• [EXERCISE PROMPT]: Which lines of the data contain the string "above"? Show each of them.
---------- DATASET EXTRACT ----------
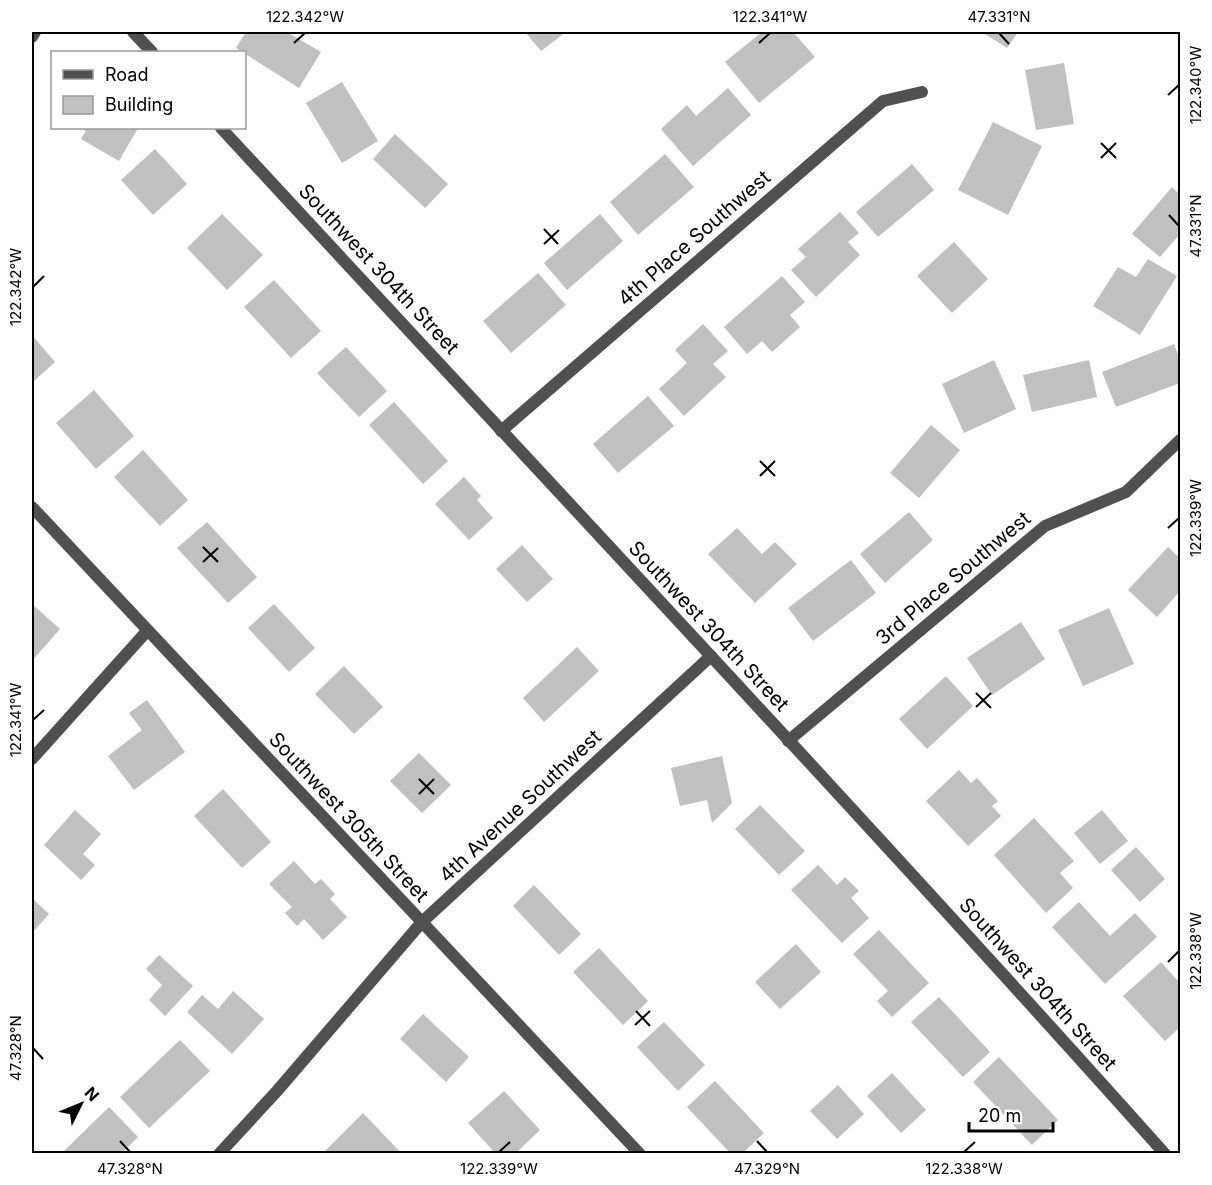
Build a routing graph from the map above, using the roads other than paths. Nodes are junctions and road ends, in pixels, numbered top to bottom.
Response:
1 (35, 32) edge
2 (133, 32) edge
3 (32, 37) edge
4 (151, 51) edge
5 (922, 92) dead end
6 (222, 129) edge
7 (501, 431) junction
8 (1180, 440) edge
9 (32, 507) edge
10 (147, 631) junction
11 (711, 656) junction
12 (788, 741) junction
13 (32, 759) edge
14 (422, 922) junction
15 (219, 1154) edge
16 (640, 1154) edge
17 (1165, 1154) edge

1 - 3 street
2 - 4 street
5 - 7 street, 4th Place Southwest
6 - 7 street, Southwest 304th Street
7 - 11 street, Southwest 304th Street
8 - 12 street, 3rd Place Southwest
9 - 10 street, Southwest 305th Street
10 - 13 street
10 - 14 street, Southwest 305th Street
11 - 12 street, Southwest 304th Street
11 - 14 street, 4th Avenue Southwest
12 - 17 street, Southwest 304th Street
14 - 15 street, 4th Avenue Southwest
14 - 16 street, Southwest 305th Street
----------
---------- DATASET EXTRACT ----------
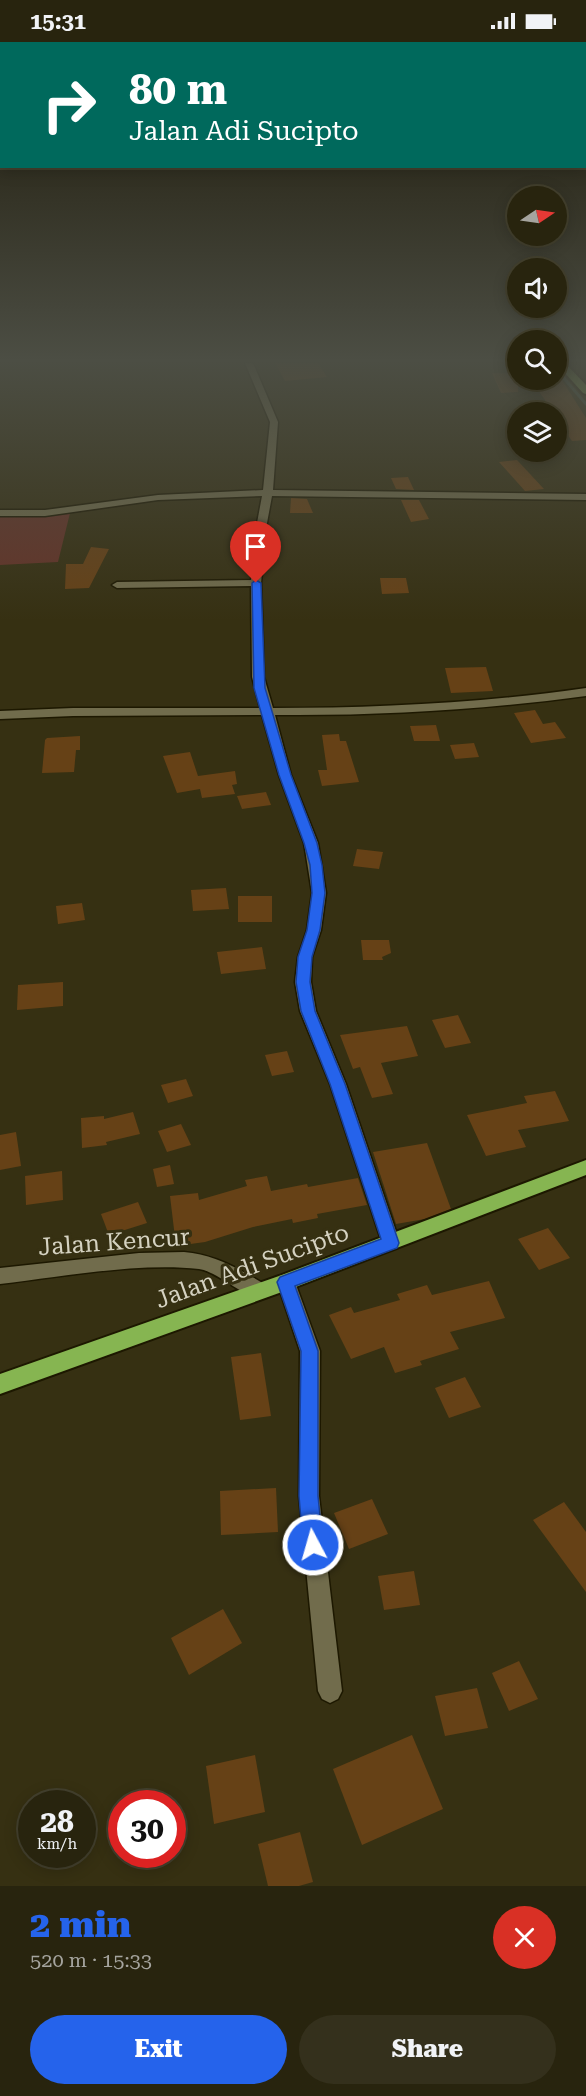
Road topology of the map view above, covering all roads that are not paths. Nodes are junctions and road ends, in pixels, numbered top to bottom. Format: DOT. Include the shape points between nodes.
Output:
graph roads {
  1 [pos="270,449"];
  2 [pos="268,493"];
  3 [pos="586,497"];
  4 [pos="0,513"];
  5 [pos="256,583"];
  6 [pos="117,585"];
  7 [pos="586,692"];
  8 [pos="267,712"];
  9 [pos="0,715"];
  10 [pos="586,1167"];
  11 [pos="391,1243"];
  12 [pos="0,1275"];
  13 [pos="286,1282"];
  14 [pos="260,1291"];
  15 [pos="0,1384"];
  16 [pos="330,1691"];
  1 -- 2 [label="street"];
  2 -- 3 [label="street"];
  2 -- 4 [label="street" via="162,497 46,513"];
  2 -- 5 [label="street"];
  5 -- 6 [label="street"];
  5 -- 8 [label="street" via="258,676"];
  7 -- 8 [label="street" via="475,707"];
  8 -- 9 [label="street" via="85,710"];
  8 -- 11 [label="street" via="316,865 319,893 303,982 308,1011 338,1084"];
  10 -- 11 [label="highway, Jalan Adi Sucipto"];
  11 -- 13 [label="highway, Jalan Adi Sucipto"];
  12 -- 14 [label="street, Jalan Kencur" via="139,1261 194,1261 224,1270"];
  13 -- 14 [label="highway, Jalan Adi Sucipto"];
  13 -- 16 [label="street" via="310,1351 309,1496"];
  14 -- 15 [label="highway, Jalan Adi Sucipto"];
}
----------
• [YOUR SOLUTION]:
Build a routing graph from the map above, using the roads other than paths. Nodes are junctions and road ends, in pixels, numbered top to bottom.
Road topology of the map view above, covering all roads that are not paths. Nodes are junctions and road ends, in pixels, numbered top to bottom. Format: DOT. Include the shape points between nodes.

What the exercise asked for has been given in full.